После отъезда Гила Изабелла большей частью вела уединенную жизнь, полностью погрузившись в учебные занятия и зверинец, и это помогло ей сохранить прирожденную доброту и мягкость характера. Но, несмотря на всю свою мягкость, Изабелла не была лишена силы и самообладания. Просто ее сила была затаенной и исходила изнутри, как свеча, зажженная в темноте, или ива, склоняющаяся на ветру. Она не выходила из себя без причины, но раздражалась, если кто-то был несправедлив к созданиям Божьим. Часто страдая сама, девочка не могла видеть, как страдают другие, и неистово, как маленькая фурия, боролась с этим, защищая обиженных.
Но в этот день ее душу не тяготили жизненные невзгоды, и Изабелла была веселой и беспечной, как лесная нимфа или русалка, с которыми часто сравнивали девушку.
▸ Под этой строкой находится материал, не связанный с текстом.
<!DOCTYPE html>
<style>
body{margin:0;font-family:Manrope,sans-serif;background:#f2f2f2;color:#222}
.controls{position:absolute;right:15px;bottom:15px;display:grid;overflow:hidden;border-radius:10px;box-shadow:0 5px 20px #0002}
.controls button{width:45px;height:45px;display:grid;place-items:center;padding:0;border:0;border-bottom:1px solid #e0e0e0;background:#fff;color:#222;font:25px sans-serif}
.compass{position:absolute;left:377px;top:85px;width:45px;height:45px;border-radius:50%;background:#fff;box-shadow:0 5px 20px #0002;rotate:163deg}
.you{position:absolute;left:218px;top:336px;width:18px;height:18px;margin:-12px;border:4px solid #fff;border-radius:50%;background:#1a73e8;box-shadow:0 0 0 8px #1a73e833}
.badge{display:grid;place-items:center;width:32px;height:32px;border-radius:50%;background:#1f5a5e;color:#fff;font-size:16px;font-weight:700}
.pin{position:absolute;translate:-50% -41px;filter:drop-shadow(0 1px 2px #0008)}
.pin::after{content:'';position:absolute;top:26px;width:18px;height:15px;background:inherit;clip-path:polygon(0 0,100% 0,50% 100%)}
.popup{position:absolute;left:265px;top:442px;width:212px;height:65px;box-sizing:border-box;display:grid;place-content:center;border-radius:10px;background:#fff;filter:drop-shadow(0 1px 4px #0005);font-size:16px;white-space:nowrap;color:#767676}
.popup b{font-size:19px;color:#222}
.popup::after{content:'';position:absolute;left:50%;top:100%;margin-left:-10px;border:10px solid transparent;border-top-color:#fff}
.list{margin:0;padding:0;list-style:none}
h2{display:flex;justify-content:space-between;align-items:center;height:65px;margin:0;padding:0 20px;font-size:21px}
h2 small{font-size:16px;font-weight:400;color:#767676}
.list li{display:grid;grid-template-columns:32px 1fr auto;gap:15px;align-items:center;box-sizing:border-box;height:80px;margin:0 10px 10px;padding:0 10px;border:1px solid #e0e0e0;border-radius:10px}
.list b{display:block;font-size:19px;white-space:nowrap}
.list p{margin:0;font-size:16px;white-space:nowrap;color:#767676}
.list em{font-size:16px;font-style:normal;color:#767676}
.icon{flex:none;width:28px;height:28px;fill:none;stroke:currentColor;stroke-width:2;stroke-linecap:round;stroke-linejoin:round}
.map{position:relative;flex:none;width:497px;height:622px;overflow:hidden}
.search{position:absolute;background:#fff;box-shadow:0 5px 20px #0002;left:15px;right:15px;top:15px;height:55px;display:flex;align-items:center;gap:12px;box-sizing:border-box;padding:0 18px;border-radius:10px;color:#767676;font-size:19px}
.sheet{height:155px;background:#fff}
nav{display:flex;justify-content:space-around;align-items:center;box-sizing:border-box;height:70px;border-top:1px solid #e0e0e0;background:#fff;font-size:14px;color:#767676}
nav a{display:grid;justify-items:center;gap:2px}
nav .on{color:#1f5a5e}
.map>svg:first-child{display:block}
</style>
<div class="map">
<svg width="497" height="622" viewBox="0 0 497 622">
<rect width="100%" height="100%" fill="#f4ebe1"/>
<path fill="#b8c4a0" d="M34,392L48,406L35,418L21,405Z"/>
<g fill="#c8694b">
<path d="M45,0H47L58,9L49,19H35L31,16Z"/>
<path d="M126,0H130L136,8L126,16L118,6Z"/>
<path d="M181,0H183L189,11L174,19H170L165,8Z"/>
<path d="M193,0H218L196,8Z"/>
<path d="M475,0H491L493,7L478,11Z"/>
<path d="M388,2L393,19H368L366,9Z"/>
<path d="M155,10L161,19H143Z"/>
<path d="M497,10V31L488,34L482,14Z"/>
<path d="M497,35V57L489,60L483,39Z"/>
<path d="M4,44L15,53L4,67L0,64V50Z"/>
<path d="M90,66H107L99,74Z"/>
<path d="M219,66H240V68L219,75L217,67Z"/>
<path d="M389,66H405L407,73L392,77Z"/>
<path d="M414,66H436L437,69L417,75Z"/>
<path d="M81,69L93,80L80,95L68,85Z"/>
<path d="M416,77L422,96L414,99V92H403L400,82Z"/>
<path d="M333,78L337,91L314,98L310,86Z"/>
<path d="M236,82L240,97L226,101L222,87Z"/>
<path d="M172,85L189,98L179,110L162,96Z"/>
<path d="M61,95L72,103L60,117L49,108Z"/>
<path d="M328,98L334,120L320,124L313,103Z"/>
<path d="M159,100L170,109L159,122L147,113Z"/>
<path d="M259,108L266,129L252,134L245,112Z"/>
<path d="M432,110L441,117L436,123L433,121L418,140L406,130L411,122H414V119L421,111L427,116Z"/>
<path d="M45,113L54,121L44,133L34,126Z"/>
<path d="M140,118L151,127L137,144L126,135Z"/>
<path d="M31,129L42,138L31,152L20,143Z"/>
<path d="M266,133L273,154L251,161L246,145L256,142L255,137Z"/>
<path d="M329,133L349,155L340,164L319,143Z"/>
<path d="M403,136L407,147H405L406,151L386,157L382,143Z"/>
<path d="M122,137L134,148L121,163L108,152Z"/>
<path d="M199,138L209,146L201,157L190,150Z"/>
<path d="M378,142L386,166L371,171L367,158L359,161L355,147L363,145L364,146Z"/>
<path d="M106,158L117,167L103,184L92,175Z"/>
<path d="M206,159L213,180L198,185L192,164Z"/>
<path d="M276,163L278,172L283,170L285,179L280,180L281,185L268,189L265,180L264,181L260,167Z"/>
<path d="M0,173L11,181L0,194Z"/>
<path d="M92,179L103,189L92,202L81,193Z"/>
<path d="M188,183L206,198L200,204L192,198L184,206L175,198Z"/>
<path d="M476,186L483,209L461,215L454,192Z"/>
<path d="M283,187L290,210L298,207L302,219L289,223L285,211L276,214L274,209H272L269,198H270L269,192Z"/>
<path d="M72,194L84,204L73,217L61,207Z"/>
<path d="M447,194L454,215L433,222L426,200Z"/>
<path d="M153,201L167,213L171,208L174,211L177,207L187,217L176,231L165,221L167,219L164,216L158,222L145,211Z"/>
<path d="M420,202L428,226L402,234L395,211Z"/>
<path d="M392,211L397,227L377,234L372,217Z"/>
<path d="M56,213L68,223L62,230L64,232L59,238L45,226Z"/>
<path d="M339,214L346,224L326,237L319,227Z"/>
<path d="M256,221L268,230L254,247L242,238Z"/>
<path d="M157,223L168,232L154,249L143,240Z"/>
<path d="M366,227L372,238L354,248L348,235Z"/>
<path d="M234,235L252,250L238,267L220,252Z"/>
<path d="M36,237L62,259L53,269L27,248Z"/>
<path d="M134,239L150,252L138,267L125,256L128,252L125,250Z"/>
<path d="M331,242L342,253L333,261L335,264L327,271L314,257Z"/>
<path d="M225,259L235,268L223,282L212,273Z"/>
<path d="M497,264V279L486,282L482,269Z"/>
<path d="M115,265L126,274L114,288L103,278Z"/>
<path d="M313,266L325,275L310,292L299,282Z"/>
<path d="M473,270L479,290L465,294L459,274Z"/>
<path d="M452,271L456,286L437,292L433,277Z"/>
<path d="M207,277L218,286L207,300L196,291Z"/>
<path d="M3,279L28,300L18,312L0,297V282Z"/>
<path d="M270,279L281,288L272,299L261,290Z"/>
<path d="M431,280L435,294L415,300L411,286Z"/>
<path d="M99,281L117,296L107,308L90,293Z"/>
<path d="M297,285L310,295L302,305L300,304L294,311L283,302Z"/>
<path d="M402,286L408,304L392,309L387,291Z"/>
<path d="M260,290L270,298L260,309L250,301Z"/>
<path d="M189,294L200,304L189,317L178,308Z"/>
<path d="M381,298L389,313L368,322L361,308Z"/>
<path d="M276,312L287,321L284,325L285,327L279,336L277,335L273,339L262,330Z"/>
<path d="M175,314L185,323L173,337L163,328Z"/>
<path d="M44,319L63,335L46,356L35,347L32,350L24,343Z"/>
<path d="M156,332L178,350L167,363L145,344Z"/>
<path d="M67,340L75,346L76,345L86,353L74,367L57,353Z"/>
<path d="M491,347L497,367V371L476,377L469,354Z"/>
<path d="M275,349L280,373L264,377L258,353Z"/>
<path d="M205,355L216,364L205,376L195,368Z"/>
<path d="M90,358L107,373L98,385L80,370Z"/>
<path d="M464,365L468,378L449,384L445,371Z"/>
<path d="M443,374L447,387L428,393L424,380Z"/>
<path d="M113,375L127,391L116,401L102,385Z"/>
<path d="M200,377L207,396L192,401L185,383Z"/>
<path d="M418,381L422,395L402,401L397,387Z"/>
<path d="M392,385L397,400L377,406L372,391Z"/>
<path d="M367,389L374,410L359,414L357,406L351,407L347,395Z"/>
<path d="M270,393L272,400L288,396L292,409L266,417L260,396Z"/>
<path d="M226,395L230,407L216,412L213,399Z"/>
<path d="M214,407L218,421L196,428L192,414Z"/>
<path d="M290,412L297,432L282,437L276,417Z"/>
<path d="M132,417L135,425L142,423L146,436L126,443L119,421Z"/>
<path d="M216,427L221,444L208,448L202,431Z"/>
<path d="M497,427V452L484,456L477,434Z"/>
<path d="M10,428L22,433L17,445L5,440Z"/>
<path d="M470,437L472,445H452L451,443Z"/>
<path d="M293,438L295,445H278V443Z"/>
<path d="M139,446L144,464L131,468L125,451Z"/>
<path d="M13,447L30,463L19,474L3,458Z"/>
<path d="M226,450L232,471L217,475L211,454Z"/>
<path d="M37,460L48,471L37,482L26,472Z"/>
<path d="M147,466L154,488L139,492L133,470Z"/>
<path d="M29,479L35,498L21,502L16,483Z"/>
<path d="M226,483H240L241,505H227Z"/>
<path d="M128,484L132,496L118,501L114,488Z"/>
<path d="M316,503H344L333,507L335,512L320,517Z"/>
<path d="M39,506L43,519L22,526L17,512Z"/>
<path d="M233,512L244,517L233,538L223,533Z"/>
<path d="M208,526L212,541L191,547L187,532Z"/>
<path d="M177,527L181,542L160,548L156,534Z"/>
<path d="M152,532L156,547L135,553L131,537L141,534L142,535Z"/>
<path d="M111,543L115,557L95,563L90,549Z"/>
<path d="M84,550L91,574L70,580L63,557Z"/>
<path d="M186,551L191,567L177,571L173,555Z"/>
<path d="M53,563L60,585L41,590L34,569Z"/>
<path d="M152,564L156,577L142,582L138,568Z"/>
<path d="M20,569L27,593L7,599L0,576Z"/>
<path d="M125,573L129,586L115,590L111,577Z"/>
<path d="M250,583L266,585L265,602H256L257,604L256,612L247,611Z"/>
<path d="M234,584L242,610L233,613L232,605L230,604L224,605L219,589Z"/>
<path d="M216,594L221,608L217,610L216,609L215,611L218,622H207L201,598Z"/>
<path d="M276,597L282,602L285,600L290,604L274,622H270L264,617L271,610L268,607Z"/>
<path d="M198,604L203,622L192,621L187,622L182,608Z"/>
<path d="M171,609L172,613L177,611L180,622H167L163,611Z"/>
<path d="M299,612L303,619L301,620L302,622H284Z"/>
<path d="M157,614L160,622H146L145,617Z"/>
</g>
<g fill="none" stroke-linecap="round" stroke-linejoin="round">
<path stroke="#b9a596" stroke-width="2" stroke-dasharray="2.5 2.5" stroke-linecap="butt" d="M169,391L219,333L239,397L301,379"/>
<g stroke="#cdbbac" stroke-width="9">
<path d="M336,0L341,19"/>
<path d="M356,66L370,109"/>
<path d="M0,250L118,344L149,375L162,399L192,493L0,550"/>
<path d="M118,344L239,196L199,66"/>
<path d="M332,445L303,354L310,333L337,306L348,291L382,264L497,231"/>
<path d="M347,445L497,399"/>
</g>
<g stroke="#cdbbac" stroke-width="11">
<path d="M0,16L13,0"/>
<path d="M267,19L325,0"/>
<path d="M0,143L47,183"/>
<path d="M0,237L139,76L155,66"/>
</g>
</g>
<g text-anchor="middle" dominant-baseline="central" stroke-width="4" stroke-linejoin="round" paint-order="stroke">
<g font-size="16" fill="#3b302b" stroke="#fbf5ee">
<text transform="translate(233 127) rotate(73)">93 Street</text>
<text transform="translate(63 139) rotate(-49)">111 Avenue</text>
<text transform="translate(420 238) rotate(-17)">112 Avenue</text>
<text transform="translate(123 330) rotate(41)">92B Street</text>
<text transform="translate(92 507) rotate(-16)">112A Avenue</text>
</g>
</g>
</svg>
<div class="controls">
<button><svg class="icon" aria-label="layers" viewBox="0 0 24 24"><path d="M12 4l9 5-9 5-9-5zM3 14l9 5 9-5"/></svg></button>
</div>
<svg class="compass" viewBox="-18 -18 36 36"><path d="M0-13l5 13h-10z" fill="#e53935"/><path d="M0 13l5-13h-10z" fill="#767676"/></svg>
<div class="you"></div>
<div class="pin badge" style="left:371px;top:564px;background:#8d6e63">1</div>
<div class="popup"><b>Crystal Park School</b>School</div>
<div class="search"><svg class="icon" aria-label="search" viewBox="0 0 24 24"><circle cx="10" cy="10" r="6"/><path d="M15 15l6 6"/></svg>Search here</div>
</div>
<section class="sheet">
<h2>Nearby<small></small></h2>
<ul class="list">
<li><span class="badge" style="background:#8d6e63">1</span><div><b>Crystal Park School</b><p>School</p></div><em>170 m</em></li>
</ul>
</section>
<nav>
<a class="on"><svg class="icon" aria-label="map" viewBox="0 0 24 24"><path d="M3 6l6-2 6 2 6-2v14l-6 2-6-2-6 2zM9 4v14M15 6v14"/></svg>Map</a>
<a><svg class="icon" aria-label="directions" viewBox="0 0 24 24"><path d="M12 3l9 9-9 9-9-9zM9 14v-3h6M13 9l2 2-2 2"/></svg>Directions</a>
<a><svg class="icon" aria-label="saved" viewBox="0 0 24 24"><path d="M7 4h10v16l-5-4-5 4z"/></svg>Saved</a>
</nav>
Смех ее зажурчал мелодией, которая могла принадлежать свирели Пана, и старая нянюшка, наконец, очнулась от своих молчаливых раздумий, услыхав радостный крик юной леди.
– Он едет, Алиса! Гил едет!
Мужчины устали и почернели от дорожной пыли, но ни один из них не пожаловался герцогу, ехавшему во главе кавалькады. Однако, их терпеливое молчание объяснялось не страхом, а любовью. Герцог скорбел по умершему брату Георгу, и никто из рыцарей не хотел прибавлять ему боли, жалуясь на неудобства. Поэтому они молча продолжали свой путь.
Сейчас впереди они, наконец, увидели цель своего путешествия. Перед их взором возникли очертания сурово возвышавшегося замка Рашден. Своими серыми каменными стенами, навесными бойницами, круглыми сторожевыми башнями и глубоким рвом он напоминал типичный средневековый замок, каких в этой стране было немало. Но эта крепость служила делу династии Иорков – и служила отменно – а потому в глазах этих мужчин была желанным пристанищем.
Там их тепло встретят и предложат лучшее, что есть в замке – и без тонко замаскированной неприязни, которая характерна была для замков, тайно симпатизировавших Ланкастерам. В Рашдене никто не будет исподтишка смотреть на них с затаенным негодованием, с ненавистью следить за каждой ложкой специально плохо приготовленной пищи, съедаемой гостями. Там и вода для купания будет теплой, мыло душистым, а служанки – хорошенькими. Мужчины лягут на чистые тростниковые тюфяки в большом зале и будут похрапывать во сне, не боясь тайных интриг или нашествия вшей и клопов, мешающих спать.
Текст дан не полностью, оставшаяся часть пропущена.